I also received correspondence from readers who shared how traffic enforcement cameras are used in other countries.
“Years ago I was frequently in Zurich and on one trip noticed new gray boxes in the street medians. I was told they were radar cameras catching speeders. But on the next visit they were gone. I was told it was a privacy issue. As with your son being caught on camera with his girlfriend, that was often the case in Zurich also — only there were at times a surprised wife back home. Since the advent of red-light cameras I have wondered how this privacy issue been rationalized.”
“Why do Americans say they support the laws and yet love to violate them. Our existing traffic laws are totally disregarded! and yet we scream when penalized. In Alberta, on the highways, they have cameras under the bridges and signs telling you they are there. These 70-mph speed limits are universally obeyed. Yes, obeyed. You know you are violating the law and can expect a speeding ticket in the mail. No high-speed chases. No police cars traveling 100 mph tempting an accident…”

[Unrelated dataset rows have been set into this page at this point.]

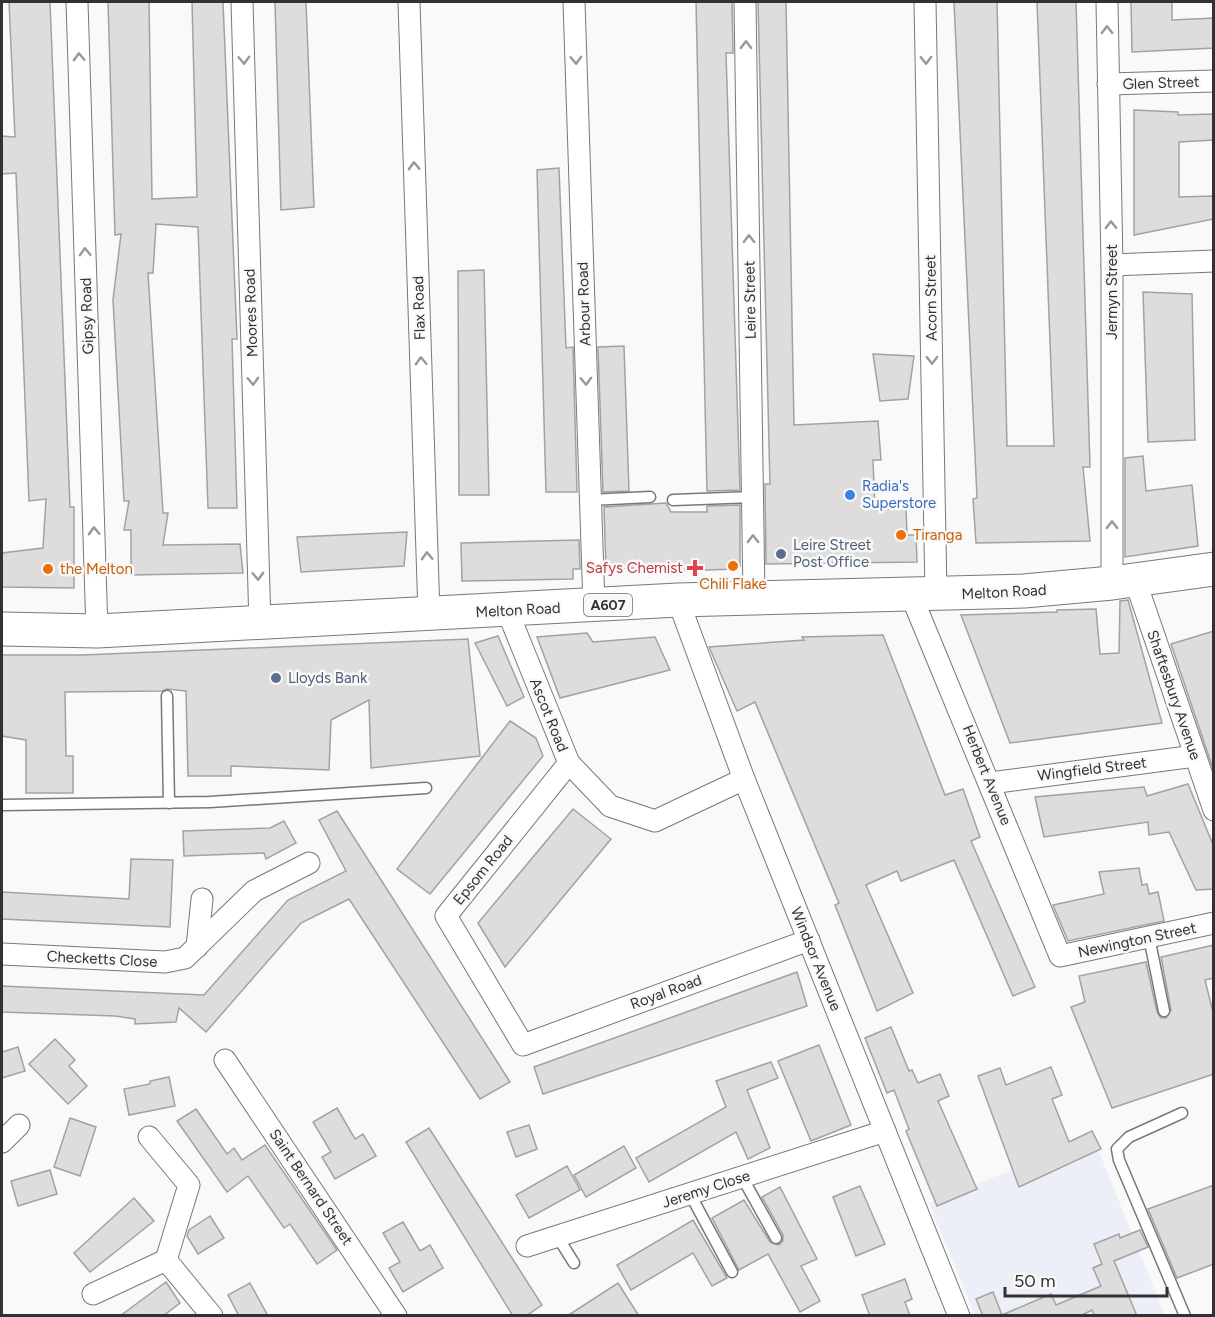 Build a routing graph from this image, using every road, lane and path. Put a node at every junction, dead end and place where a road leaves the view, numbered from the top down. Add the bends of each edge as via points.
1 (77, 2) edge
2 (242, 2) edge
3 (409, 2) edge
4 (574, 2) edge
5 (745, 2) edge
6 (925, 2) edge
7 (1107, 2) edge
8 (1214, 81) edge
9 (1108, 84) junction
10 (1214, 261) edge
11 (1112, 265) junction
12 (650, 497) dead end
13 (753, 497) junction
14 (590, 500) junction
15 (673, 500) dead end
16 (1214, 569) edge
17 (1123, 582) junction
18 (923, 595) junction
19 (754, 598) junction
20 (678, 600) junction
21 (594, 606) junction
22 (507, 610) junction
23 (429, 614) junction
24 (260, 625) junction
25 (2, 630) edge
26 (97, 631) junction
27 (167, 696) dead end
28 (1195, 756) junction
29 (568, 763) junction
30 (744, 779) junction
31 (990, 783) junction
32 (426, 788) dead end
33 (169, 803) junction
34 (2, 805) edge
35 (1214, 810) edge
36 (309, 863) dead end
37 (202, 899) dead end
38 (1214, 923) edge
39 (1149, 937) junction
40 (809, 940) junction
41 (197, 947) junction
42 (2, 954) edge
43 (1060, 956) joint
44 (1164, 1011) dead end
45 (523, 1045) joint
46 (225, 1060) dead end
47 (1182, 1113) dead end
48 (19, 1125) dead end
49 (885, 1131) junction
50 (149, 1137) dead end
51 (2, 1142) edge
52 (742, 1177) junction
53 (690, 1194) junction
54 (557, 1236) junction
55 (776, 1238) dead end
56 (527, 1246) dead end
57 (166, 1260) junction
58 (574, 1263) dead end
59 (732, 1272) dead end
60 (93, 1294) dead end
61 (212, 1316) edge
62 (396, 1316) edge
63 (959, 1316) edge
64 (1185, 1316) edge

26 -> 1 street, Gipsy Road
2 -> 24 street, Moores Road
23 -> 3 street, Flax Road
4 -> 14 street, Arbour Road
13 -> 5 street, Leire Street
6 -> 18 street, Acorn Street
9 -> 7 street, Jermyn Street
8 - 9 street, Glen Street
11 -> 9 street, Jermyn Street
10 - 11 street
17 -> 11 street, Jermyn Street
12 - 14 lane
13 - 15 lane
19 -> 13 street, Leire Street
14 - 21 street, Arbour Road
16 - 17 main road, Melton Road / A607
17 - 18 main road, Melton Road / A607
17 - 28 street, Shaftesbury Avenue
18 - 19 main road, Melton Road / A607
18 - 31 street, Herbert Avenue
19 - 20 main road, Melton Road / A607
20 - 21 main road, Melton Road / A607
20 - 30 street, Windsor Avenue
21 - 22 main road, Melton Road / A607
22 - 23 main road, Melton Road / A607
22 - 29 street, Ascot Road
23 - 24 main road, Melton Road / A607
24 - 26 main road, Melton Road / A607
25 - 26 main road, Melton Road / A607
27 - 33 lane
28 - 31 street, Wingfield Street
28 - 35 street, Shaftesbury Avenue
29 - 30 street, Ascot Road via 610,806 655,821
29 - 45 street, Epsom Road via 447,916
30 - 40 street, Windsor Avenue
31 - 43 street, Herbert Avenue
32 - 33 lane
33 - 34 lane
36 - 41 street, Checketts Close via 254,891
37 - 41 street
38 - 39 street, Newington Street
39 - 43 street, Newington Street
39 - 44 lane
40 - 45 street, Royal Road
40 - 49 street, Windsor Avenue
41 - 42 street, Checketts Close via 185,958 165,962
46 - 62 street, Saint Bernard Street
47 - 64 lane via 1129,1137 1117,1149 1117,1155
48 - 51 street
49 - 52 street, Jeremy Close
49 - 63 street, Windsor Avenue
50 - 57 street via 189,1185
52 - 53 street, Jeremy Close
52 - 55 lane
53 - 54 street, Jeremy Close
53 - 59 lane
54 - 56 street, Jeremy Close
54 - 58 lane
57 - 60 street
57 - 61 street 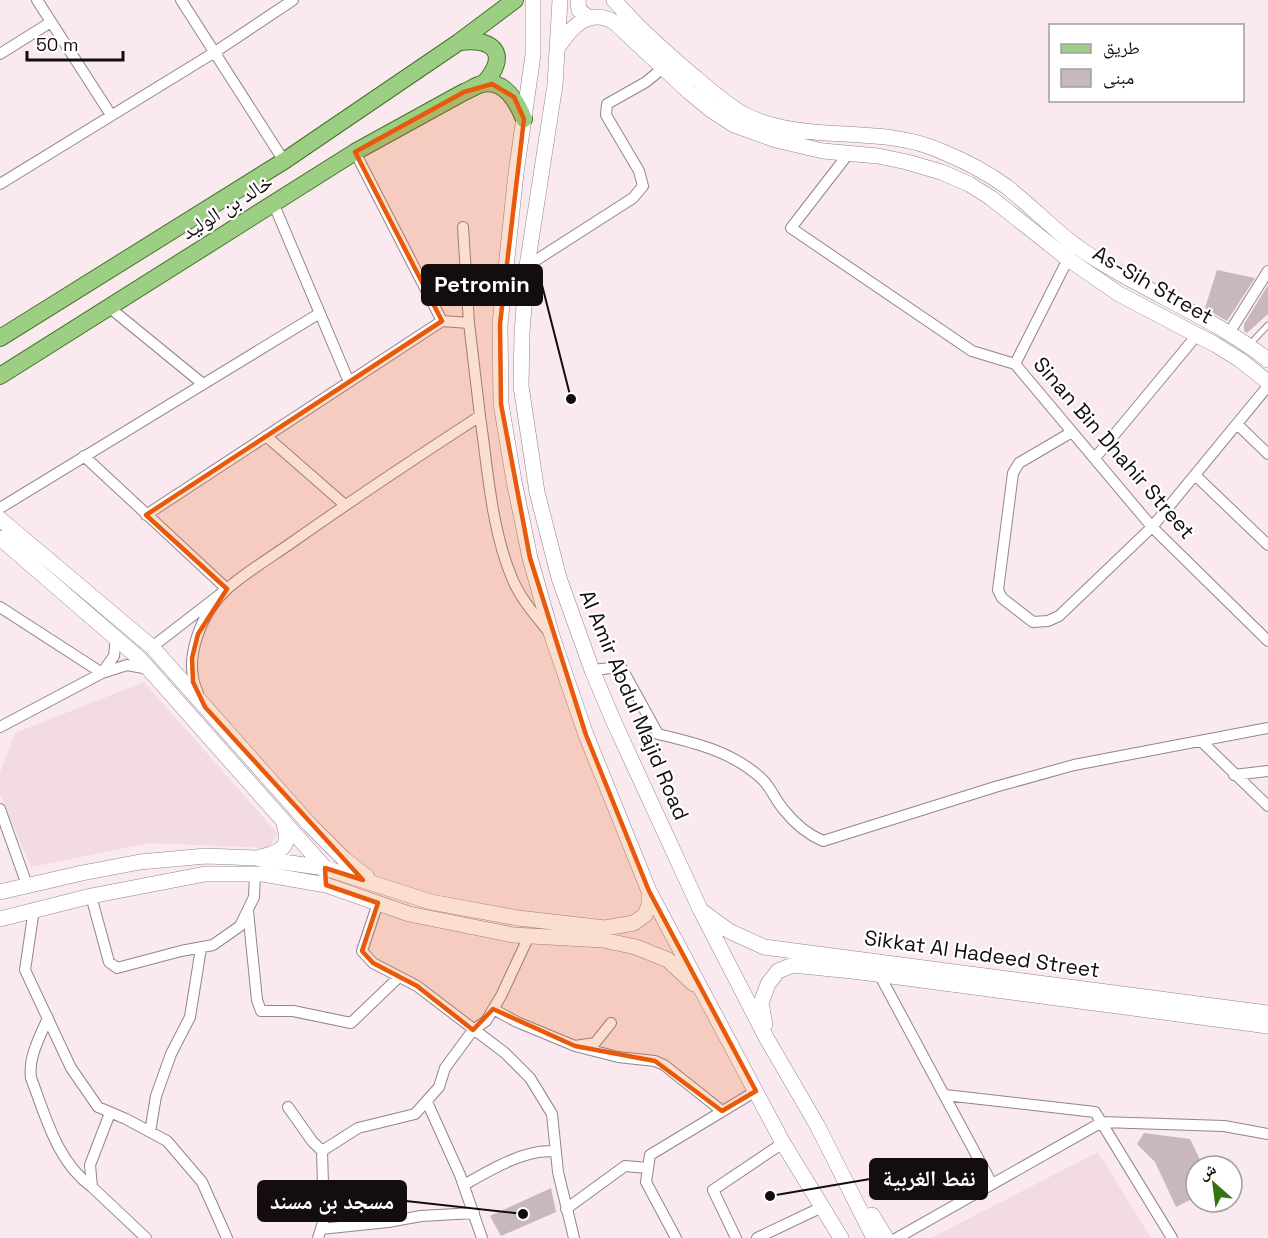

“Having just read your article regarding speed cameras I thought you may be interested to hear how they work in the UK. I am an ex-pat living here in Naples and enjoying everyday of the sunshine. During the last decade, and maybe even before that, cameras of all types have been erected all across the UK to catch various types of traffic violation. The number of speed cameras has now reached about 6,000 across the country, 2,500 of them being mobile speed cameras.
“The number of fixed penalty fines issued in England and Wales has risen seven-fold from around 260,000 in 2000-2001 to 1.8 million in 2003-2004. Speed cameras are reportedly currently netting more than £20m a year profits for the treasury. Motorists caught by the cameras have three points added to their license and pay a £60 fixed penalty.
“There are many different types of camera; the main ones being a permanently mounted one that can be seen by a motorist and in my opinion does slow traffic down only for the motorist to speed up again straight away. This would be very useful for example outside a school but the vast majority are on roads where the speed limit changes and you may not realize it.
“A new camera that has been brought out recently is the SPECS, SPECS average speed camera systems utilize state of the art video system with Automatic Number Plate Reading (ANPR) digital technology. Consisting of a minimum of two cameras each fitted with infrared illuminators fitted on gantries above the road, so they can work day or night. SPECS speed cameras work out the vehicles average speed, given the time it takes to drive between the two camera positions.
“A single speed camera in Nottinghamshire has caught almost 76,000 motorists in five years. The SPECS speed camera, on the A610, has caught almost a third of the speeding drivers in the county and has resulted in £4.2m in fines.
“The amount of cameras now being used on the UK roads has led to Satellite Navigation Systems such and Tom Tom to pre-install known camera positions into their units.
“The law states that a camera position must be clearly marked by a sign at a pre-determined position to warn the driver of a camera. This led to some foreign tourists stopping to take a picture at the sign thinking it was marking a beauty spot!
“I am sure that the United States is going along the same route (Excuse the pun!) as the UK has so all I can say is smile.”